Personal information
- Born: 14 June 1973 (age 53) Trondheim, Norway
- Nationality: Norwegian
- Playing position: Pivot

Senior clubs
- Years: Team
- 0000-1993: Sjetne IL
- 1993-1998: Bækkelagets SK
- 1998-1999: GOG
- 1999-?: Byåsen

National team
- Years: Team / Apps / (Gls)
- 1991–1997: Norway / 145 / (197)

Medal record
Representing Norway
World Championship
| Silver medal – second place | 1997 Germany | Team |
| Bronze medal – third place | 1993 Norway | Team |
European Championship
| Bronze medal – third place | 1994 Germany | Team |

= Hege Kvitsand =

Norwegian handball player (born 1973)

Hege Kristine Kvitsand (born 14 June 1973) is a Norwegian handball player who played for the club Bækkelagets SK and the Norwegian national team in the 1990s. She was born in Trondheim. She competed at the 1996 Summer Olympics in Atlanta, where the Norwegian team finished fourth.

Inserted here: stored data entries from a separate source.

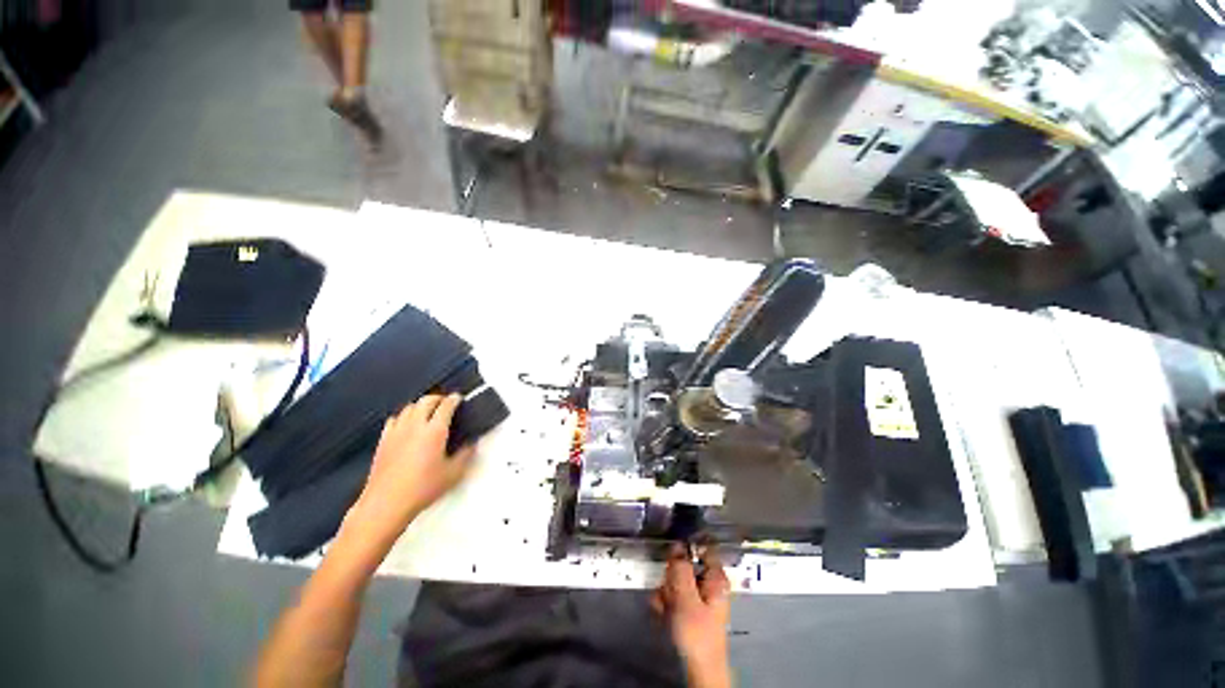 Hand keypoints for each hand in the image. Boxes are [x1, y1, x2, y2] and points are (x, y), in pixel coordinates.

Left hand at [352, 394, 475, 539]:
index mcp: (434, 431)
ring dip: (421, 405)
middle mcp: (415, 426)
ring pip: (409, 407)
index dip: (454, 399)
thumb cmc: (421, 488)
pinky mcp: (383, 441)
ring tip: (428, 410)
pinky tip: (406, 423)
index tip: (458, 398)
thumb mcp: (453, 473)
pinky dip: (403, 416)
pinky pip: (394, 419)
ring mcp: (397, 432)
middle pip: (426, 401)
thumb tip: (471, 444)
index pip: (446, 405)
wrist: (387, 503)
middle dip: (438, 398)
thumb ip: (466, 455)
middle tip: (445, 402)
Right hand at [653, 544, 731, 687]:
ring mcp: (700, 596)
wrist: (699, 669)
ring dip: (666, 589)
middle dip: (671, 574)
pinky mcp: (691, 608)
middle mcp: (710, 582)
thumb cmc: (697, 632)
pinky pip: (675, 594)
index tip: (670, 552)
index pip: (701, 547)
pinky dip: (666, 600)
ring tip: (662, 603)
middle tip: (666, 587)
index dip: (685, 546)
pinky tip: (661, 610)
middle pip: (686, 564)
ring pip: (678, 579)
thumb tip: (677, 544)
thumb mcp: (686, 597)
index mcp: (716, 576)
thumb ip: (680, 568) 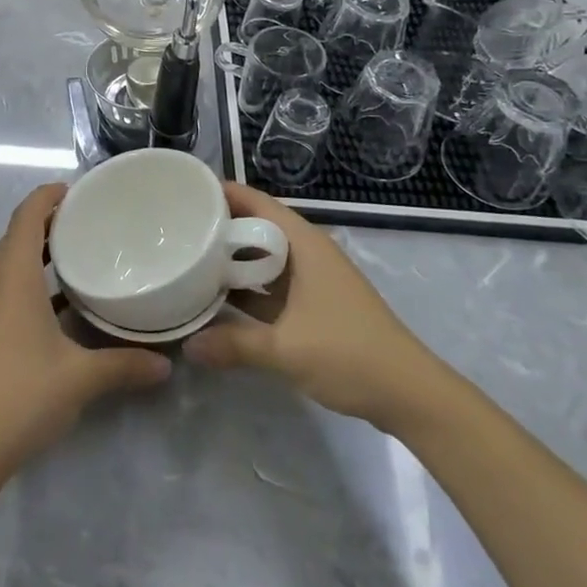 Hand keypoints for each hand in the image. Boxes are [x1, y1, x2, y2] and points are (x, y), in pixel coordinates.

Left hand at [0, 184, 170, 472]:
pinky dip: (23, 279)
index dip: (48, 196)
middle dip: (47, 223)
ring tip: (73, 258)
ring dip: (34, 252)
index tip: (76, 191)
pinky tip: (50, 305)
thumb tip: (166, 365)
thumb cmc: (24, 393)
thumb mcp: (81, 377)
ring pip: (6, 261)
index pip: (27, 215)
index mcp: (13, 274)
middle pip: (16, 234)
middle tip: (86, 224)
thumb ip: (124, 364)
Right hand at [183, 183, 451, 433]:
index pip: (256, 202)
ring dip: (232, 260)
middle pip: (257, 227)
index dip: (222, 193)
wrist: (411, 395)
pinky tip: (219, 299)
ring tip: (188, 259)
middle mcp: (307, 253)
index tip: (184, 191)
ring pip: (263, 258)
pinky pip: (271, 285)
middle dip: (219, 227)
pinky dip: (247, 288)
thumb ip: (234, 345)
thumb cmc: (350, 354)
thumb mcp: (286, 349)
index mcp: (304, 244)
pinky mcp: (314, 305)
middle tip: (175, 227)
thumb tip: (187, 346)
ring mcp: (312, 280) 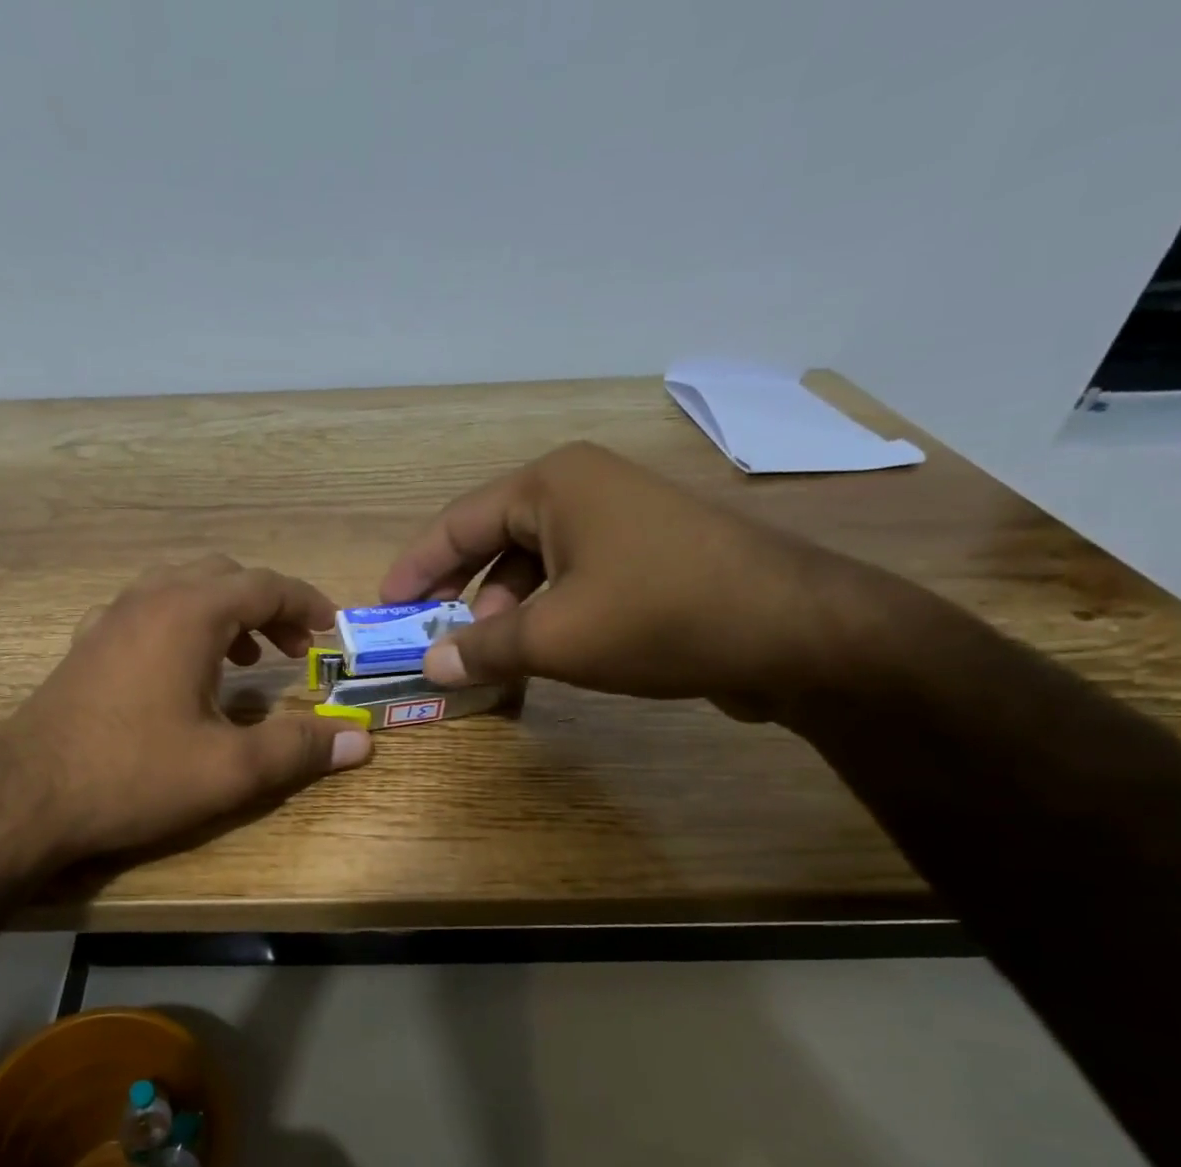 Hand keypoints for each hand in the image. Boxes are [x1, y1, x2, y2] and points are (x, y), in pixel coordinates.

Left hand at [0, 556, 371, 861]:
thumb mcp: (230, 769)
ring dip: (223, 613)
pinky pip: (146, 612)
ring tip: (244, 661)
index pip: (264, 585)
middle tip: (291, 651)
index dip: (306, 603)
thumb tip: (359, 740)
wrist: (23, 798)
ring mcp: (109, 619)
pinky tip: (181, 672)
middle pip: (222, 576)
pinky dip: (181, 625)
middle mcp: (148, 599)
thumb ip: (299, 748)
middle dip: (266, 606)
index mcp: (188, 613)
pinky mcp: (86, 646)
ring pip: (180, 589)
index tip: (331, 630)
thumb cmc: (133, 776)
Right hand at [379, 441, 870, 716]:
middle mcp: (583, 488)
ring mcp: (621, 520)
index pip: (457, 522)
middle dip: (459, 592)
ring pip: (534, 564)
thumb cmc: (659, 616)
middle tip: (433, 637)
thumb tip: (430, 667)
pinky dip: (544, 613)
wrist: (796, 631)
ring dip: (503, 609)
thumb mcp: (555, 637)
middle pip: (493, 539)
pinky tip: (540, 651)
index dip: (415, 568)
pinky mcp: (648, 555)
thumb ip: (482, 648)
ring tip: (489, 654)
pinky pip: (572, 579)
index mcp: (552, 484)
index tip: (384, 607) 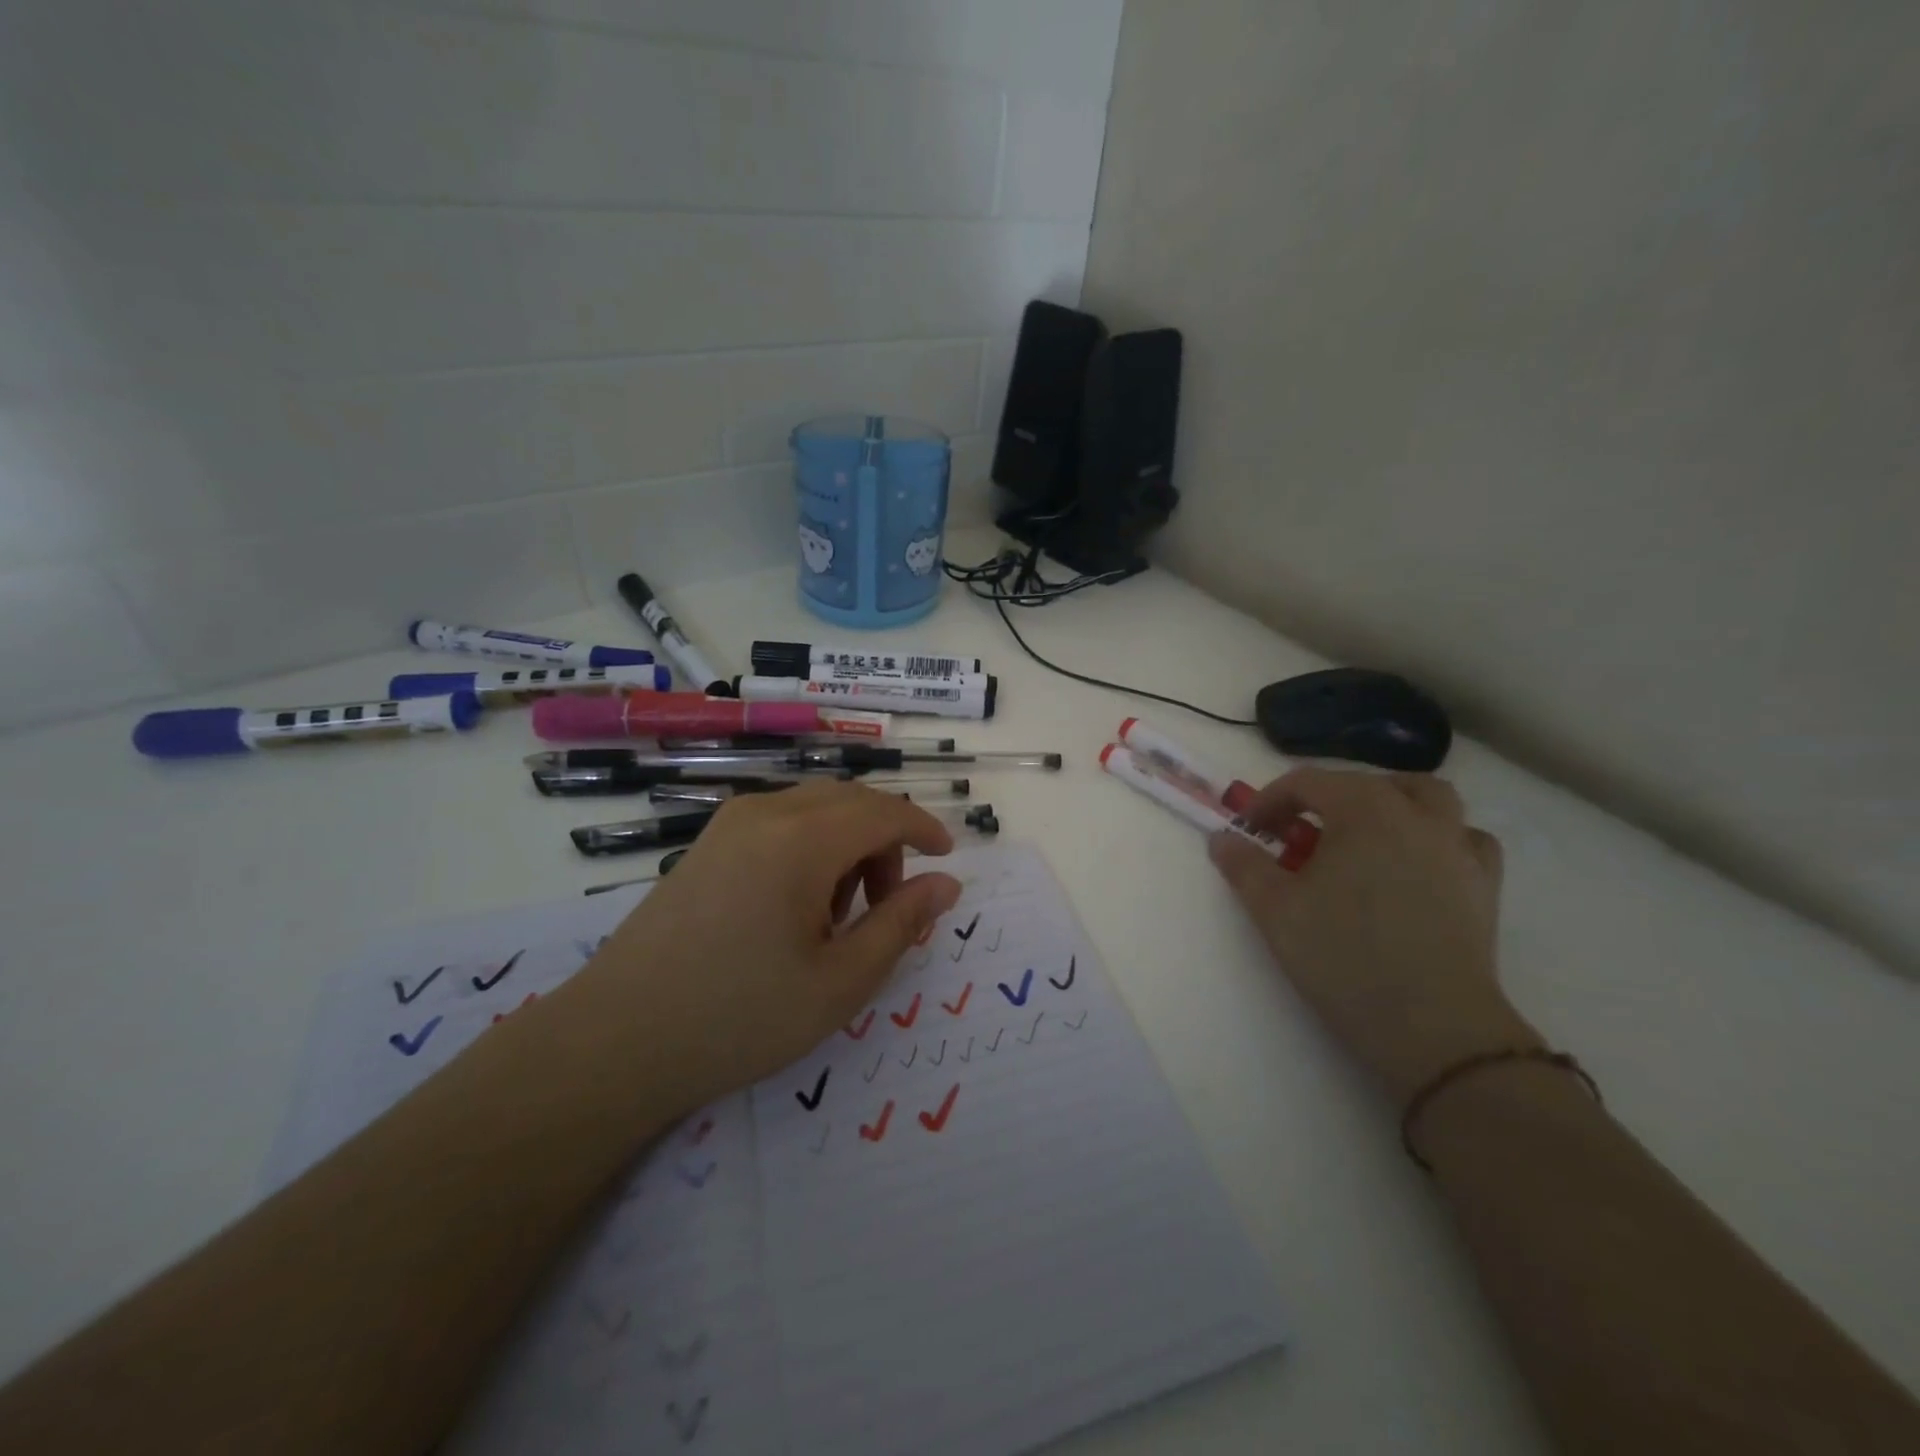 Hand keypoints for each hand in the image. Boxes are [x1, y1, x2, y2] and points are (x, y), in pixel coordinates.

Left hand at [569, 781, 961, 1115]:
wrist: (615, 1041)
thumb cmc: (739, 1016)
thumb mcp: (840, 981)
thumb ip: (901, 924)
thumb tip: (946, 884)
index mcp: (801, 839)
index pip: (884, 811)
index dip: (924, 829)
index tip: (948, 859)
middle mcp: (765, 813)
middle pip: (850, 802)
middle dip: (886, 840)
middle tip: (890, 904)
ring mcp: (728, 825)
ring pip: (814, 809)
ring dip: (847, 845)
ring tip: (838, 916)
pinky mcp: (705, 845)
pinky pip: (779, 823)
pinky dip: (810, 848)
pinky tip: (794, 909)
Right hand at [1209, 769, 1539, 1101]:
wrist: (1432, 1027)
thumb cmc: (1343, 957)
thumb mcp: (1274, 909)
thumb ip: (1243, 865)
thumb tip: (1222, 839)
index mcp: (1363, 810)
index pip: (1308, 782)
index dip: (1270, 800)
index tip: (1249, 830)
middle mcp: (1416, 816)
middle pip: (1368, 783)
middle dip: (1327, 798)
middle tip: (1301, 834)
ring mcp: (1458, 848)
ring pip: (1430, 798)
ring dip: (1391, 804)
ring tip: (1364, 836)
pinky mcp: (1484, 886)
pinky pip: (1465, 840)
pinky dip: (1439, 838)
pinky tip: (1419, 864)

She won a bronze medal with the Norwegian team at the 1993 World Women's Handball Championship, a bronze medal at the 1994 European Women's Handball Championship, and a silver medal at the 1997 World Women's Handball Championship.

Kvitsand was awarded the Håndballstatuetten trophy from the Norwegian Handball Federation in 2013.